Given the much tighter lending standards of the past few years and recently rising home prices, the downward trend in new foreclosure activity at the national level should continue for the foreseeable future, until monthly foreclosure activity is back to that "normal" level of about 75,000 properties with foreclosure filings a month.
The inventory of homes stuck in the foreclosure process was still up 4 percent in May from a year ago, caused primarily by elongated foreclosure timelines in judicial foreclosure states, but those inventory numbers should also turn a corner and start heading down in the relatively near future at the national level — although there will certainly be some states with longer foreclosure timelines where this trend will lag.
Loans originated during the most inflated years of the housing bubble account for the bulk of foreclosure inventory in 2013, even seven years after the bubble burst. Nearly three-fourths of loans in foreclosure (74 percent to be exact) as of May were originated between 2004 and 2008, according to RealtyTrac data, while 12 percent were originated after 2008 and 14 percent were originated before 2004.
At the current pace of bank repossessions (a little more than 40,000 a month so far this year) and third-party foreclosure sales (a little less than 30,000 a month so far this year), the approximately 850,000 loans now in the foreclosure process will be flushed out in about a year.
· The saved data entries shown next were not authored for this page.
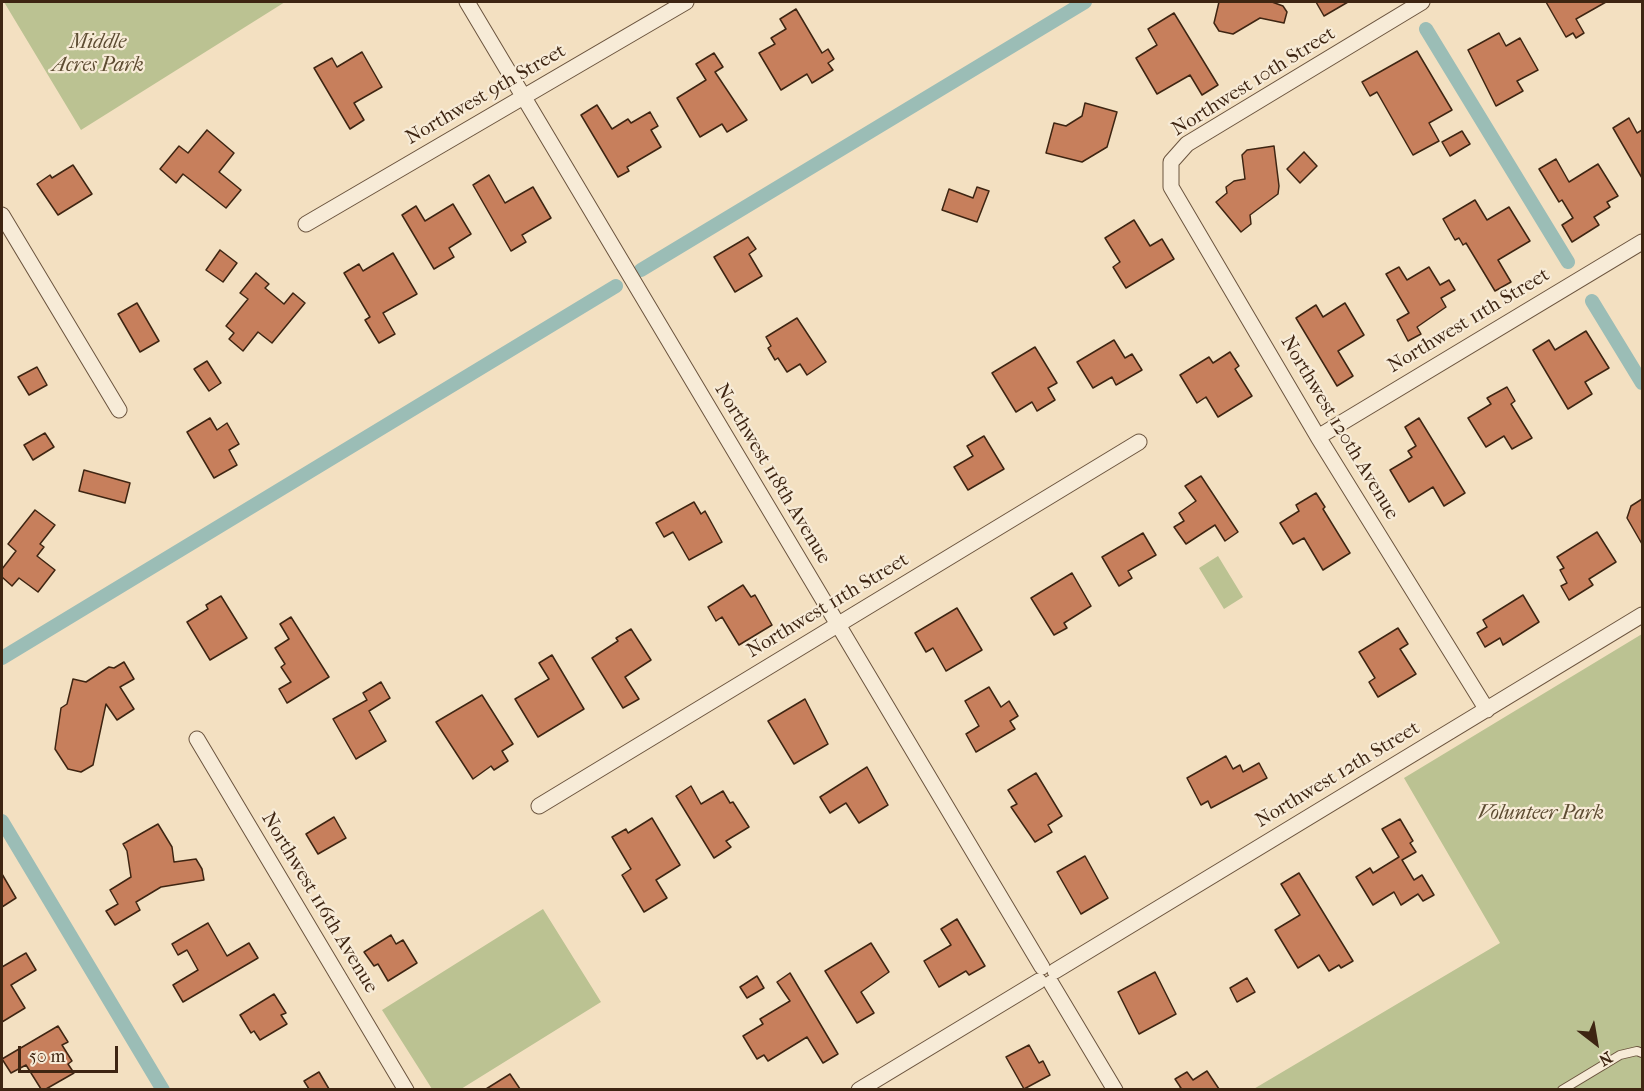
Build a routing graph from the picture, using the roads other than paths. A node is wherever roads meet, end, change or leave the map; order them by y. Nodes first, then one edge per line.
1 (467, 2) edge
2 (686, 2) edge
3 (1422, 2) edge
4 (524, 97) junction
5 (1171, 162) joint
6 (2, 215) edge
7 (306, 224) dead end
8 (1642, 242) edge
9 (118, 410) dead end
10 (1318, 437) junction
11 (1138, 442) dead end
12 (1642, 615) edge
13 (838, 625) junction
14 (1487, 710) junction
15 (197, 739) dead end
16 (539, 806) dead end
17 (1047, 976) junction
18 (1642, 1053) edge
19 (406, 1089) edge
20 (859, 1089) edge
21 (1115, 1089) edge
22 (1562, 1089) edge

1 - 4 street, Northwest 118th Avenue
2 - 4 street, Northwest 9th Street
3 - 5 street, Northwest 10th Street
4 - 7 street, Northwest 9th Street
4 - 13 street, Northwest 118th Avenue
5 - 10 street, Northwest 120th Avenue
6 - 9 street
8 - 10 street, Northwest 11th Street
10 - 14 street, Northwest 120th Avenue
11 - 13 street, Northwest 11th Street
12 - 14 street, Northwest 12th Street
13 - 16 street, Northwest 11th Street
13 - 17 street, Northwest 118th Avenue
14 - 17 street, Northwest 12th Street
15 - 19 street, Northwest 116th Avenue
17 - 20 street, Northwest 12th Street
17 - 21 street, Northwest 118th Avenue
18 - 22 lane

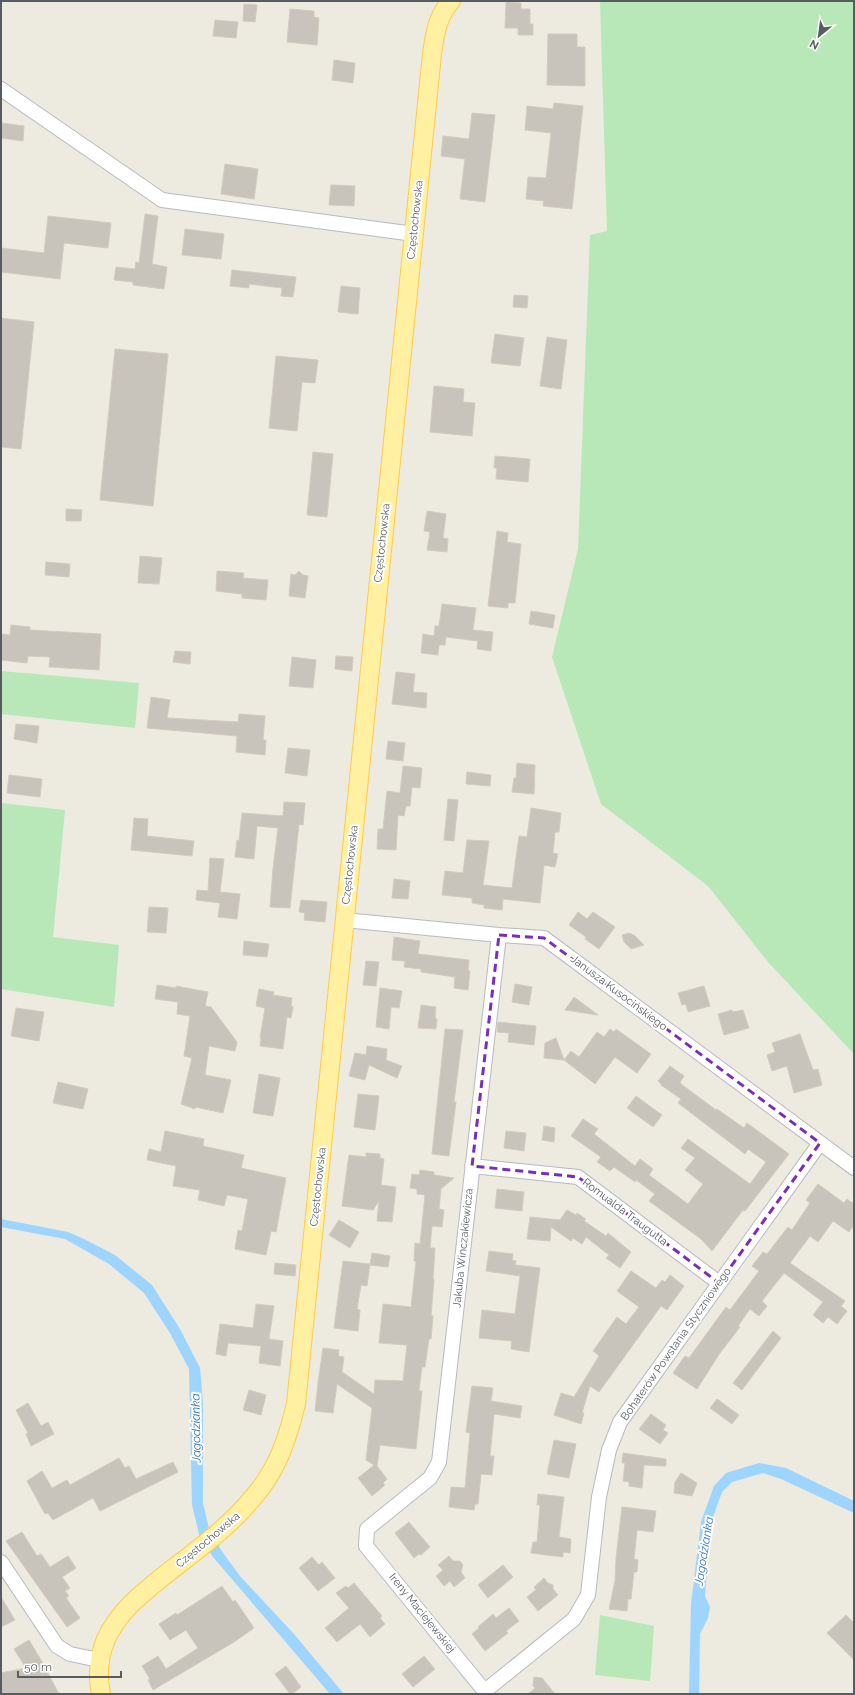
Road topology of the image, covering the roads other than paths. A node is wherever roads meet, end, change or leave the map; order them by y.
1 (451, 1) edge
2 (1, 89) edge
3 (414, 234) junction
4 (344, 920) junction
5 (499, 935) junction
6 (820, 1143) junction
7 (472, 1166) junction
8 (854, 1168) edge
9 (719, 1283) junction
10 (367, 1529) joint
11 (1, 1562) edge
12 (100, 1660) junction
13 (486, 1692) edge
14 (101, 1694) edge

1 - 3 main road, Częstochowska
2 - 3 street
3 - 4 main road, Częstochowska
4 - 5 street, Janusza Kusocińskiego
4 - 12 main road, Częstochowska
5 - 6 street, Janusza Kusocińskiego
5 - 7 street, Jakuba Winczakiewicza
6 - 8 street, Janusza Kusocińskiego
6 - 9 street, Bohaterów Powstania Styczniowego
7 - 9 street, Romualda Traugutta
7 - 10 street, Jakuba Winczakiewicza
9 - 13 street, Bohaterów Powstania Styczniowego
10 - 13 street, Ireny Maciejewskiej
11 - 12 street
12 - 14 main road, Częstochowska

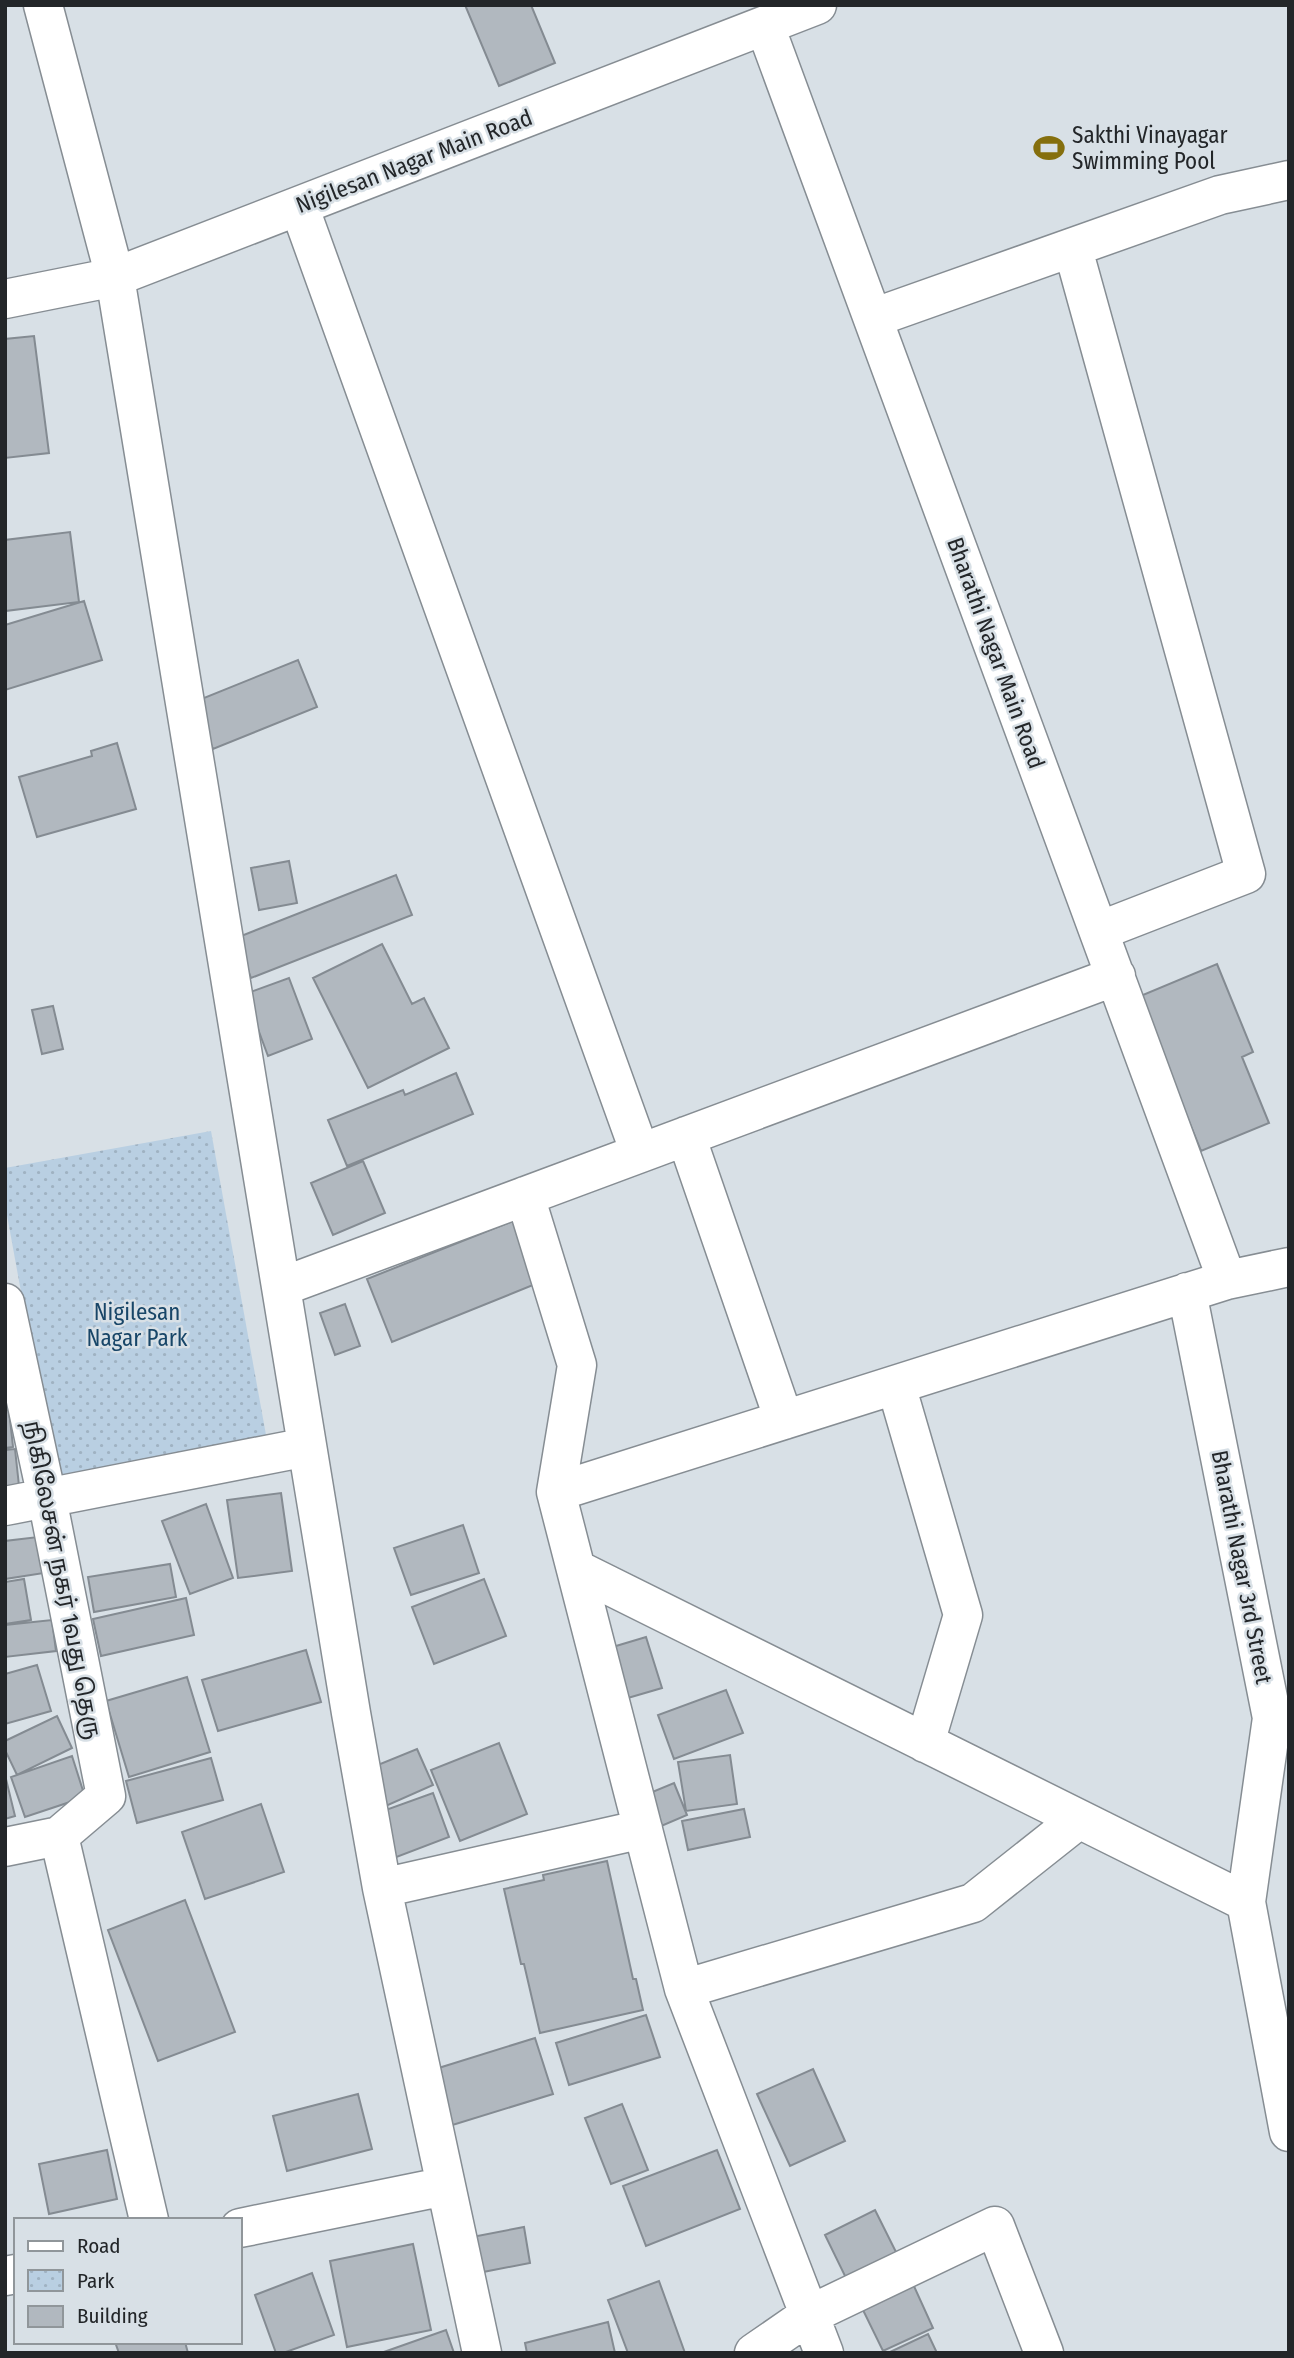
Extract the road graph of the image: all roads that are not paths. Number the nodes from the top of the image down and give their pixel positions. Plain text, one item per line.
1 (43, 5) edge
2 (817, 5) edge
3 (765, 26) junction
4 (1289, 180) edge
5 (299, 206) junction
6 (1073, 249) junction
7 (115, 277) junction
8 (5, 299) edge
9 (873, 318) junction
10 (1098, 931) junction
11 (1116, 976) junction
12 (686, 1136) junction
13 (640, 1153) junction
14 (525, 1196) junction
15 (1289, 1267) edge
16 (1227, 1280) junction
17 (281, 1287) junction
18 (1187, 1292) junction
19 (5, 1303) edge
20 (896, 1385) junction
21 (784, 1420) junction
22 (307, 1447) junction
23 (556, 1492) junction
24 (47, 1498) junction
25 (5, 1506) edge
26 (576, 1569) junction
27 (925, 1743) junction
28 (1079, 1819) junction
29 (643, 1829) junction
30 (58, 1836) junction
31 (5, 1847) edge
32 (382, 1888) junction
33 (1246, 1902) junction
34 (684, 1989) junction
35 (1289, 2132) edge
36 (446, 2186) junction
37 (149, 2218) edge
38 (242, 2228) edge
39 (809, 2315) junction
40 (482, 2353) edge
41 (754, 2353) edge
42 (824, 2353) edge
43 (1044, 2353) edge

1 - 7 street
2 - 3 street, Nigilesan Nagar Main Road
3 - 5 street, Nigilesan Nagar Main Road
3 - 9 street, Bharathi Nagar Main Road
4 - 6 street
5 - 7 street, Nigilesan Nagar Main Road
5 - 13 street
6 - 9 street
6 - 10 street
7 - 8 street, Nigilesan Nagar Main Road
7 - 17 street
9 - 10 street, Bharathi Nagar Main Road
10 - 11 street, Bharathi Nagar Main Road
11 - 12 street
11 - 16 street, Bharathi Nagar Main Road
12 - 13 street
12 - 21 street
13 - 14 street
14 - 17 street
14 - 23 street
15 - 16 street
16 - 18 street
17 - 22 street
18 - 20 street
18 - 33 street, Bharathi Nagar 3rd Street
19 - 24 street, நிகிலேசன் நகர் 1வது தெரு
20 - 21 street
20 - 27 street
21 - 23 street
22 - 24 street
22 - 32 street
23 - 26 street
24 - 25 street
24 - 30 street, நிகிலேசன் நகர் 1வது தெரு
26 - 27 street
26 - 29 street
27 - 28 street
28 - 33 street
28 - 34 street
29 - 32 street
29 - 34 street
30 - 31 street
30 - 37 street
32 - 36 street
33 - 35 street, Bharathi Nagar 3rd Street
34 - 39 street
36 - 38 street
36 - 40 street
39 - 41 street
39 - 42 street
39 - 43 street

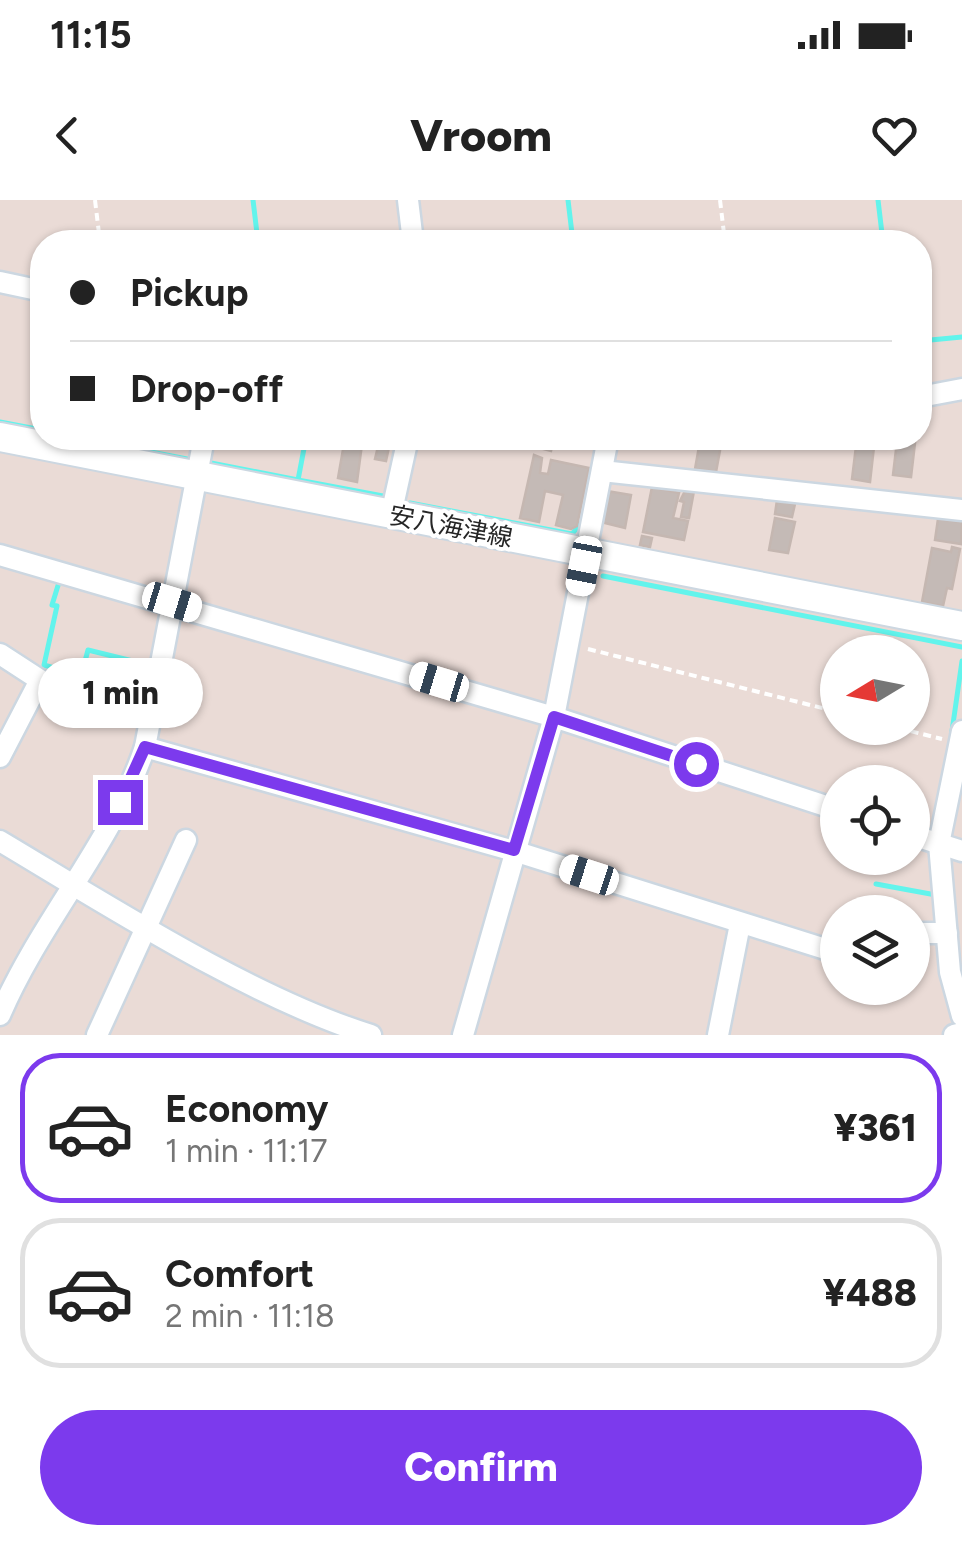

It will take an additional six months for the bank-owned homes to be sold to third parties.

Unfortunately, loans already in the foreclosure process do not represent the totality of potentially toxic loans that need to be cleaned up. RealtyTrac data show that 37 percent of all outstanding mortgages not in foreclosure were originated between 2004 and 2008, representing more than 14 million loans. Furthermore, based on an 80 percent sample where interest rate data was available, approximately 88 percent of the 14 million at-risk loans have an interest rate of 6 percent or higher — indicating that the homeowners attached to those loans could benefit from a refinancing but have not done so.